For every line below that includes the word "highway", add one; report the final number and nothing else.

:: Supplied material

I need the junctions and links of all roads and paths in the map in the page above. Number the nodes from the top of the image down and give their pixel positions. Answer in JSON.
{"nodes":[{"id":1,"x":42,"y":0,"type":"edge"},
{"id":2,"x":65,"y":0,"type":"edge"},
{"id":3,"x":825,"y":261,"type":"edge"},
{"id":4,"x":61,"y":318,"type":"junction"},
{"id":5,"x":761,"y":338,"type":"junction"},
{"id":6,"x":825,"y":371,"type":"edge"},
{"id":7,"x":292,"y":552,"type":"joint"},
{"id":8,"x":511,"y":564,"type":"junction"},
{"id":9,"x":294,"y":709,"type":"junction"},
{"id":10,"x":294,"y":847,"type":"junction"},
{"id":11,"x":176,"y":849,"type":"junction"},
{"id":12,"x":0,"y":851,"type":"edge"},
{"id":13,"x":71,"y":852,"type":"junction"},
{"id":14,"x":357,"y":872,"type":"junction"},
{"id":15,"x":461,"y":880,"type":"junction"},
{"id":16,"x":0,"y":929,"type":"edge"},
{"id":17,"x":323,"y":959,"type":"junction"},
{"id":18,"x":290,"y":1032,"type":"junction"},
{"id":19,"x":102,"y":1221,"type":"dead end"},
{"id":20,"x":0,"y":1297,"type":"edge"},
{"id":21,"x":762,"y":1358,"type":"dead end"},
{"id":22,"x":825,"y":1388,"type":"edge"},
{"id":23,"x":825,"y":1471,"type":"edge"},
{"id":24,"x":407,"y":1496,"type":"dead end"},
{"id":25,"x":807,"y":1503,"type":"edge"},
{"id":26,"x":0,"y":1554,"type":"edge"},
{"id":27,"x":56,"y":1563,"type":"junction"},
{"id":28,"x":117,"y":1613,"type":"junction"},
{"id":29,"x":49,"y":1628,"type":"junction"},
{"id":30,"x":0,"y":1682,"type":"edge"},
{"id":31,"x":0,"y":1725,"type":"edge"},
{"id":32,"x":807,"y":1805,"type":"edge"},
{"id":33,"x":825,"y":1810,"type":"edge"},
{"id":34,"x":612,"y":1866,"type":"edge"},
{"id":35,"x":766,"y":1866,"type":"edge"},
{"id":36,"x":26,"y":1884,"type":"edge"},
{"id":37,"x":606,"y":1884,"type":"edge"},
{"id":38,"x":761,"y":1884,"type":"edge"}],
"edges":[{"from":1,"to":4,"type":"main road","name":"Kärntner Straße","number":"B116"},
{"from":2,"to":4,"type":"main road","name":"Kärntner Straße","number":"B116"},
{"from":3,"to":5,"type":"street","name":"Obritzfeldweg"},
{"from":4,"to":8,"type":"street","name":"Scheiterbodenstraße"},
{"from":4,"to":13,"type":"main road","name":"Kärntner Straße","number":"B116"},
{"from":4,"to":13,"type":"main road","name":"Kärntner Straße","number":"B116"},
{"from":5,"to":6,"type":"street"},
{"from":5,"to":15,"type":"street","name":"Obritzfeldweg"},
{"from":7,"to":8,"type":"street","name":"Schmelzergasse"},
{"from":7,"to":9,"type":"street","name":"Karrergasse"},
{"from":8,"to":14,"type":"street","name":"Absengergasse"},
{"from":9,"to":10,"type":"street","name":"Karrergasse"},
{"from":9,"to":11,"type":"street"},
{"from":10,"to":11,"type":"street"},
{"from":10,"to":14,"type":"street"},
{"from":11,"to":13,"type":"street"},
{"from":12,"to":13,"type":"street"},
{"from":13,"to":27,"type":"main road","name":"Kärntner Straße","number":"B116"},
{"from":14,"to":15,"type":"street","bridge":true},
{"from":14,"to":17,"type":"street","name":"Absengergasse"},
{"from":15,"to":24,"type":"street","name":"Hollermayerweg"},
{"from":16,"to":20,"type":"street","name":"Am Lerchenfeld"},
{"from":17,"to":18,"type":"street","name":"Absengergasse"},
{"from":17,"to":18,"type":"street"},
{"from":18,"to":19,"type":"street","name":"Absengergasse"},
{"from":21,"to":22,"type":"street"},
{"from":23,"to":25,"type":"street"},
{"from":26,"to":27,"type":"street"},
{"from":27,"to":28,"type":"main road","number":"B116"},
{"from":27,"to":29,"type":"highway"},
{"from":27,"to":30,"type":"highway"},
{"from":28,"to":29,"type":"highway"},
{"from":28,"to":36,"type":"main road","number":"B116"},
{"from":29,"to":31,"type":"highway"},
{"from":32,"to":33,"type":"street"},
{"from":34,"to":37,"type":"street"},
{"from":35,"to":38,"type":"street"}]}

::::

◆ Output below ◆
4